━━━ INPUT MATERIAL ━━━

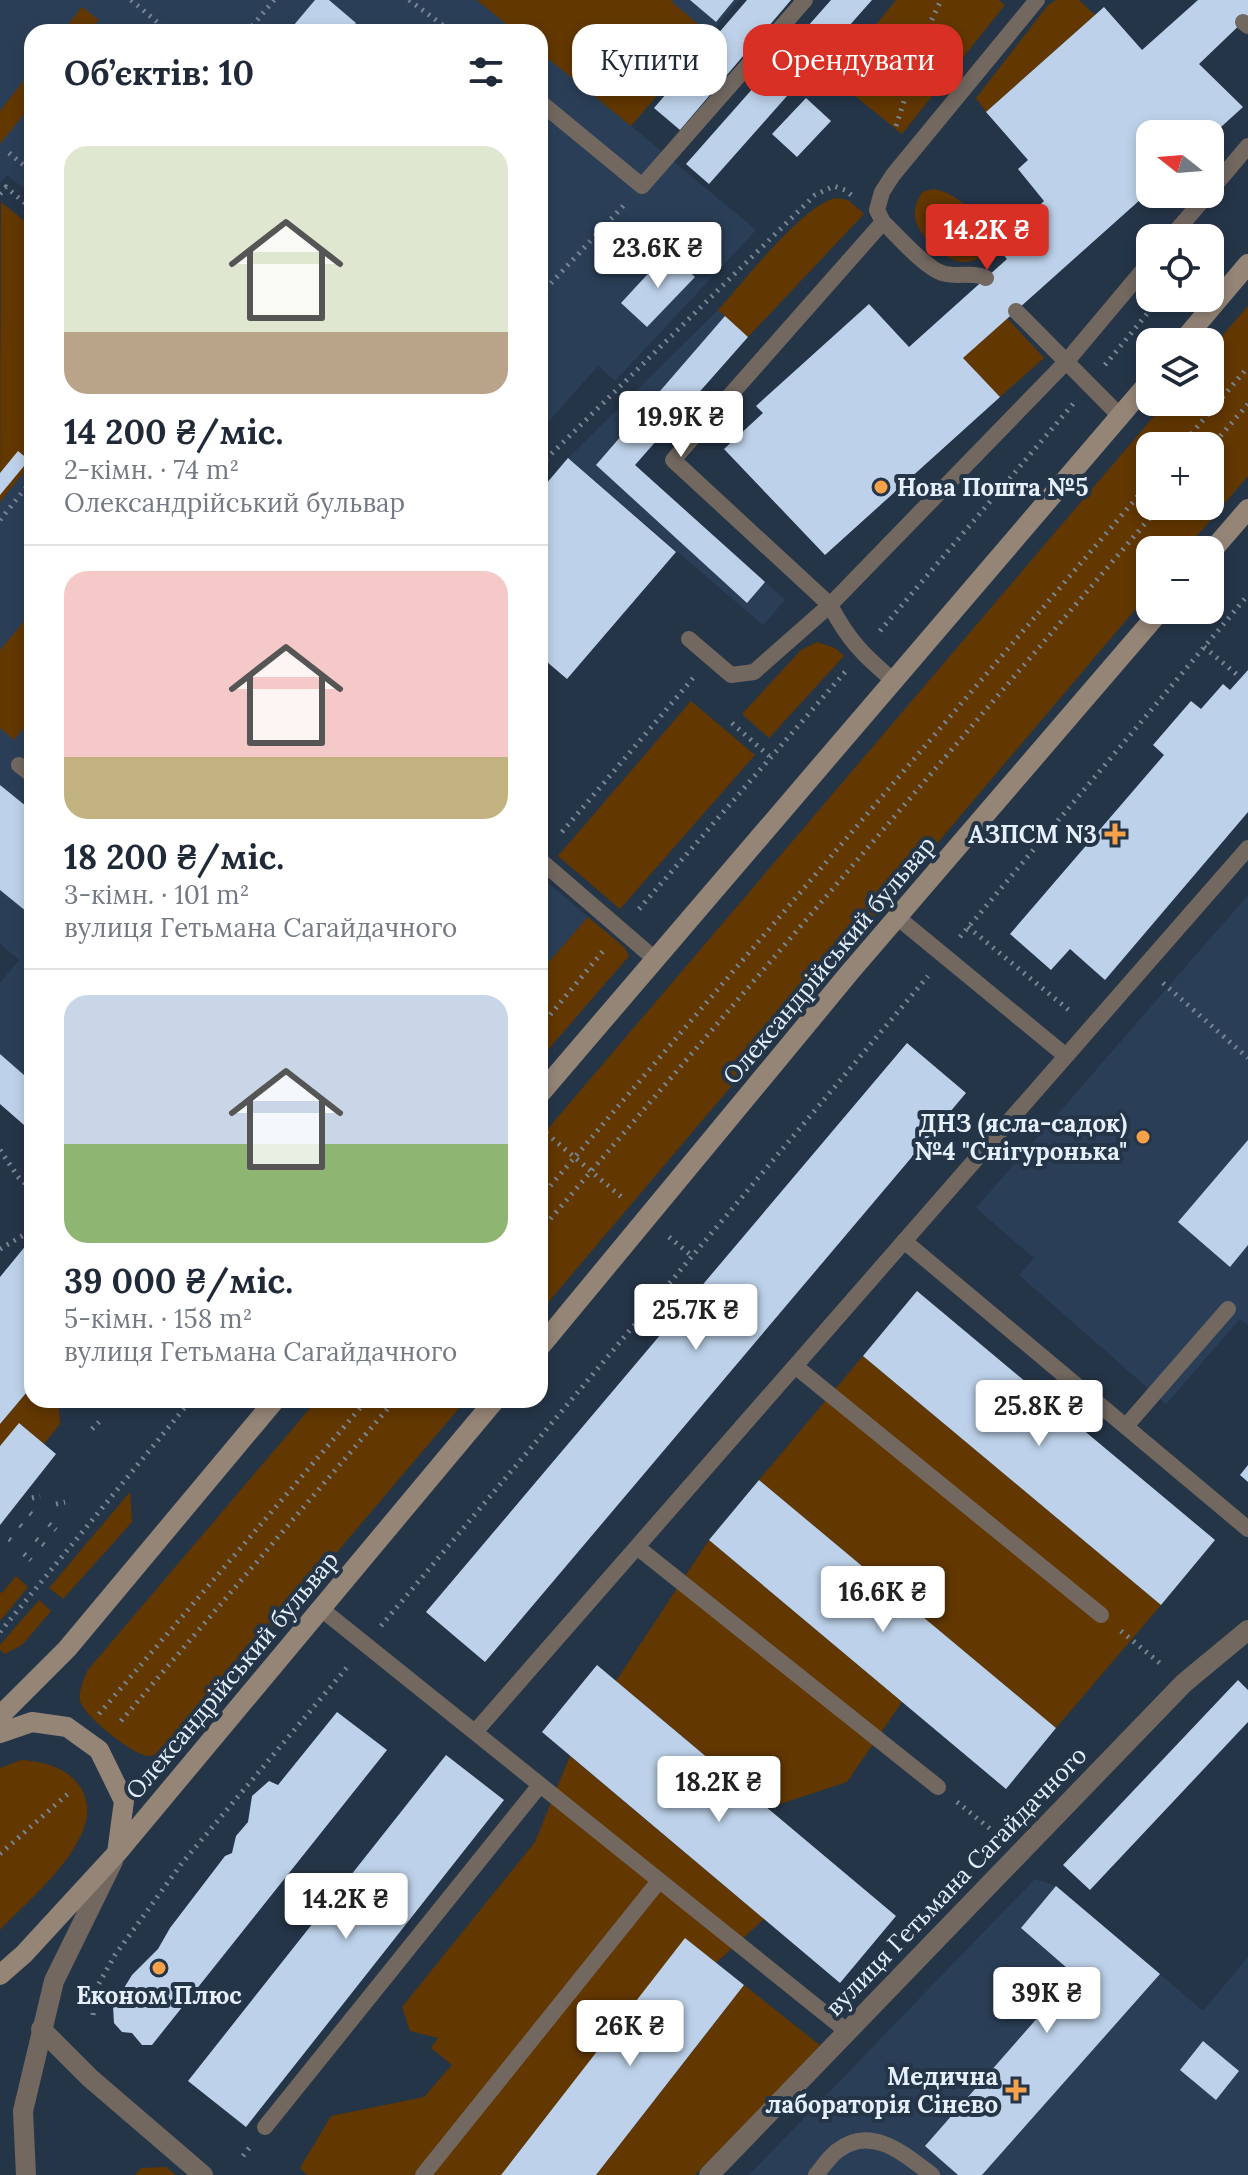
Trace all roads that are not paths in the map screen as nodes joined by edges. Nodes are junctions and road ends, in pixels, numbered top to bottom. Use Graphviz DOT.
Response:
graph roads {
  1 [pos="805,0"];
  2 [pos="1037,0"];
  3 [pos="548,109"];
  4 [pos="1248,146"];
  5 [pos="1224,175"];
  6 [pos="1196,208"];
  7 [pos="880,216"];
  8 [pos="1182,224"];
  9 [pos="1248,264"];
  10 [pos="986,278"];
  11 [pos="1136,279"];
  12 [pos="1016,311"];
  13 [pos="1194,328"];
  14 [pos="1066,362"];
  15 [pos="1136,397"];
  16 [pos="1120,416"];
  17 [pos="1248,509"];
  18 [pos="1224,537"];
  19 [pos="830,605"];
  20 [pos="1149,624"];
  21 [pos="689,639"];
  22 [pos="894,681"];
  23 [pos="1248,848"];
  24 [pos="548,867"];
  25 [pos="897,917"];
  26 [pos="656,960"];
  27 [pos="1066,1056"];
  28 [pos="548,1085"];
  29 [pos="904,1241"];
  30 [pos="1228,1309"];
  31 [pos="548,1338"];
  32 [pos="795,1366"];
  33 [pos="268,1408"];
  34 [pos="488,1408"];
  35 [pos="1126,1426"];
  36 [pos="1248,1529"];
  37 [pos="637,1547"];
  38 [pos="320,1608"];
  39 [pos="1101,1615"];
  40 [pos="1248,1630"];
  41 [pos="0,1716"];
  42 [pos="475,1732"];
  43 [pos="0,1733"];
  44 [pos="540,1785"];
  45 [pos="938,1787"];
  46 [pos="117,1853"];
  47 [pos="659,1881"];
  48 [pos="0,1975"];
  49 [pos="41,2029"];
  50 [pos="848,2032"];
  51 [pos="265,2127"];
  52 [pos="26,2175"];
  53 [pos="203,2175"];
  54 [pos="423,2175"];
  55 [pos="709,2175"];
  56 [pos="816,2175"];
  57 [pos="932,2175"];
  1 -- 3 [label="lane"];
  2 -- 7 [label="lane"];
  4 -- 5 [label="lane"];
  6 -- 8 [label="lane"];
  7 -- 10 [label="lane"];
  7 -- 19 [label="lane"];
  9 -- 13 [label="main road"];
  11 -- 14 [label="lane"];
  12 -- 14 [label="lane"];
  14 -- 16 [label="lane"];
  14 -- 19 [label="lane"];
  15 -- 16 [label="main road"];
  16 -- 22 [label="main road"];
  17 -- 18 [label="main road"];
  19 -- 21 [label="lane"];
  19 -- 22 [label="lane"];
  20 -- 25 [label="main road, Олександрійський бульвар"];
  22 -- 26 [label="main road"];
  23 -- 27 [label="lane"];
  24 -- 26 [label="lane"];
  25 -- 27 [label="lane"];
  25 -- 31 [label="main road, Олександрійський бульвар"];
  26 -- 28 [label="main road"];
  27 -- 29 [label="lane"];
  29 -- 32 [label="lane"];
  29 -- 35 [label="lane"];
  30 -- 35 [label="lane"];
  32 -- 37 [label="lane"];
  32 -- 39 [label="lane"];
  33 -- 41 [label="main road"];
  34 -- 38 [label="main road, Олександрійський бульвар"];
  35 -- 36 [label="lane"];
  37 -- 42 [label="lane"];
  37 -- 45 [label="lane"];
  38 -- 42 [label="lane"];
  38 -- 46 [label="main road, Олександрійський бульвар"];
  40 -- 50 [label="street, вулиця Гетьмана Сагайдачного"];
  42 -- 44 [label="lane"];
  43 -- 46 [label="main road"];
  44 -- 47 [label="lane"];
  44 -- 51 [label="lane"];
  46 -- 48 [label="main road, Олександрійський бульвар"];
  46 -- 49 [label="street"];
  47 -- 50 [label="lane"];
  47 -- 54 [label="lane"];
  49 -- 52 [label="street"];
  49 -- 53 [label="street"];
  50 -- 55 [label="street, вулиця Гетьмана Сагайдачного"];
  56 -- 57 [label="lane"];
}
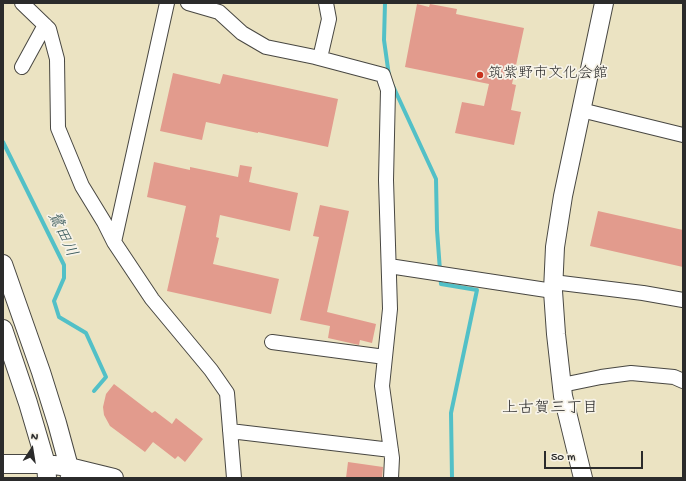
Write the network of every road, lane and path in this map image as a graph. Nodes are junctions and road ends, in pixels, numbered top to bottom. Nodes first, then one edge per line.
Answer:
1 (22, 3) edge
2 (168, 3) edge
3 (188, 3) edge
4 (326, 3) edge
5 (604, 3) edge
6 (45, 25) junction
7 (320, 58) junction
8 (22, 67) dead end
9 (581, 110) junction
10 (683, 135) edge
11 (114, 242) junction
12 (3, 264) edge
13 (389, 266) junction
14 (553, 286) junction
15 (683, 300) edge
16 (4, 333) edge
17 (272, 342) dead end
18 (385, 357) junction
19 (683, 381) edge
20 (562, 385) junction
21 (230, 431) junction
22 (391, 450) junction
23 (3, 464) edge
24 (46, 471) edge
25 (69, 472) edge
26 (114, 478) edge
27 (234, 478) edge
28 (391, 478) edge
29 (583, 478) edge

1 - 6 street
2 - 11 street
3 - 7 street
4 - 7 street
5 - 9 main road
6 - 8 street
6 - 11 street
7 - 13 street
9 - 10 street
9 - 14 main road
11 - 21 street
12 - 25 main road
13 - 14 street
13 - 18 street
14 - 15 street
14 - 20 main road
16 - 24 main road
17 - 18 street
18 - 22 street
19 - 20 street
20 - 29 main road
21 - 22 street
21 - 27 street
22 - 28 street
23 - 24 main road
24 - 25 main road
25 - 26 main road

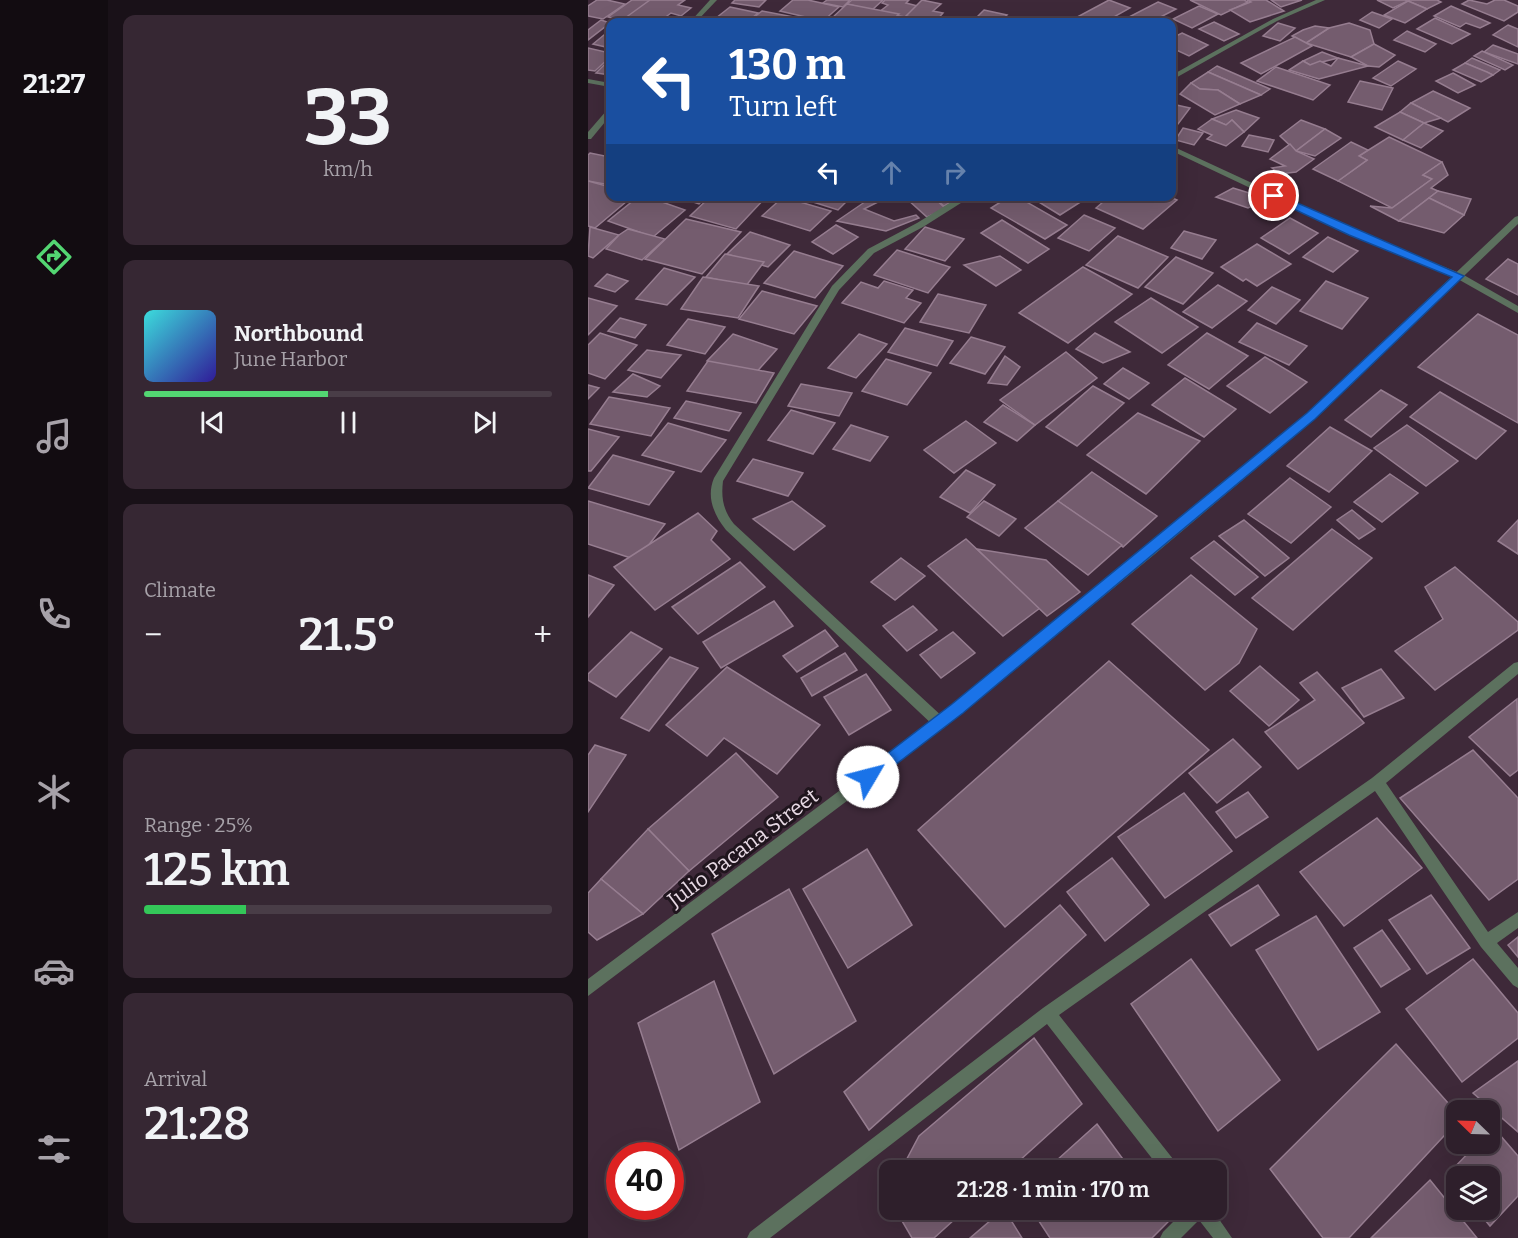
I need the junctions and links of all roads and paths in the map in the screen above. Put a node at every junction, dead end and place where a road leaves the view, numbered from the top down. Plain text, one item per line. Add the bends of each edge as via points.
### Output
1 (714, 0) edge
2 (1322, 0) edge
3 (697, 18) edge
4 (1176, 76) edge
5 (588, 81) edge
6 (606, 84) edge
7 (606, 117) edge
8 (588, 137) edge
9 (1176, 150) edge
10 (960, 201) edge
11 (1518, 219) edge
12 (1459, 276) junction
13 (1518, 310) edge
14 (1518, 667) edge
15 (940, 723) junction
16 (1377, 782) junction
17 (1518, 919) edge
18 (1486, 942) junction
19 (1518, 980) edge
20 (588, 988) edge
21 (1048, 1013) junction
22 (1163, 1160) edge
23 (1188, 1220) edge
24 (1208, 1220) edge
25 (756, 1238) edge
26 (1169, 1238) edge
27 (1222, 1238) edge

1 - 3 street
2 - 4 street via 1275,20
5 - 6 street
7 - 8 street
9 - 12 street
10 - 15 street via 871,251 836,288 718,481 715,496 720,515 730,527
11 - 12 street, Julio Pacana Street
12 - 13 street
12 - 15 street, Julio Pacana Street via 1311,416
14 - 16 street
15 - 20 street, Julio Pacana Street
16 - 18 street
16 - 21 street
17 - 18 street
18 - 19 street
21 - 22 street
21 - 25 street
23 - 26 street
24 - 27 street

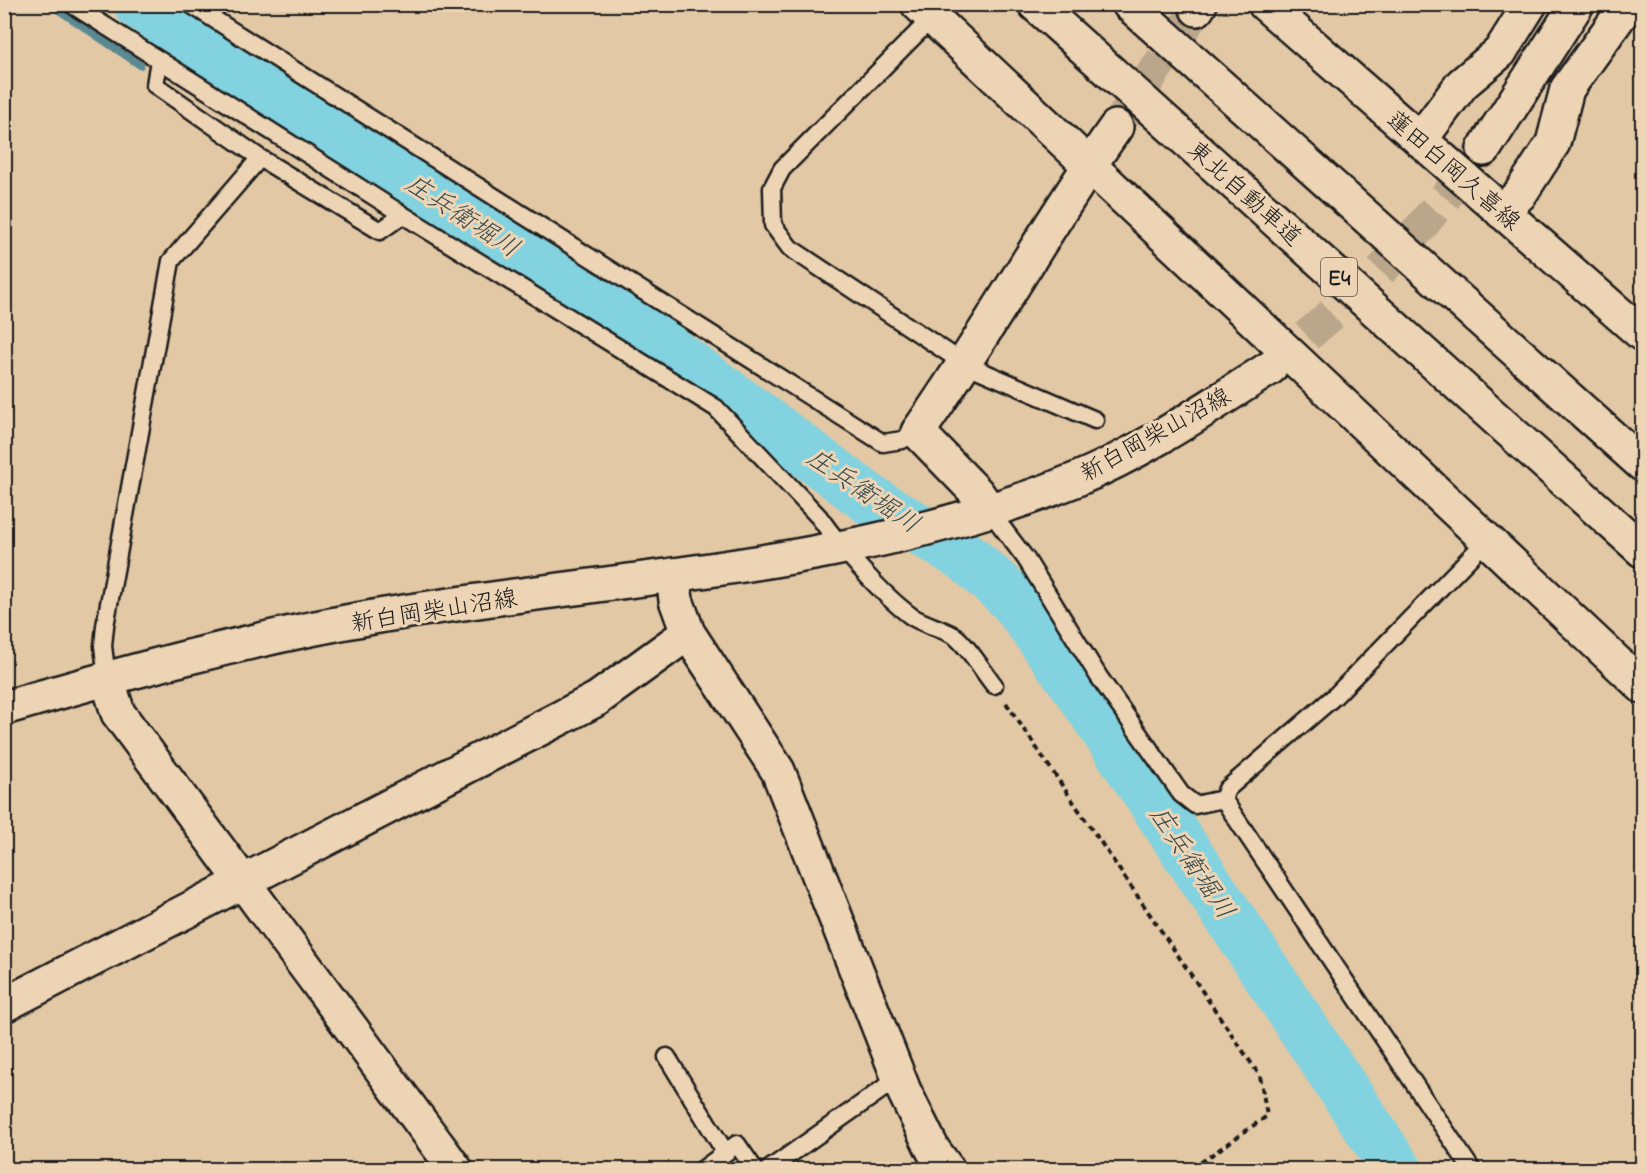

━━━

#### EXERCISE DIRECTIONS:
Could you find every line in the records above that has the string "Олександрійський" and copy it?

#### RESPONSE TO THIS TASK:
  20 -- 25 [label="main road, Олександрійський бульвар"];
  25 -- 31 [label="main road, Олександрійський бульвар"];
  34 -- 38 [label="main road, Олександрійський бульвар"];
  38 -- 46 [label="main road, Олександрійський бульвар"];
  46 -- 48 [label="main road, Олександрійський бульвар"];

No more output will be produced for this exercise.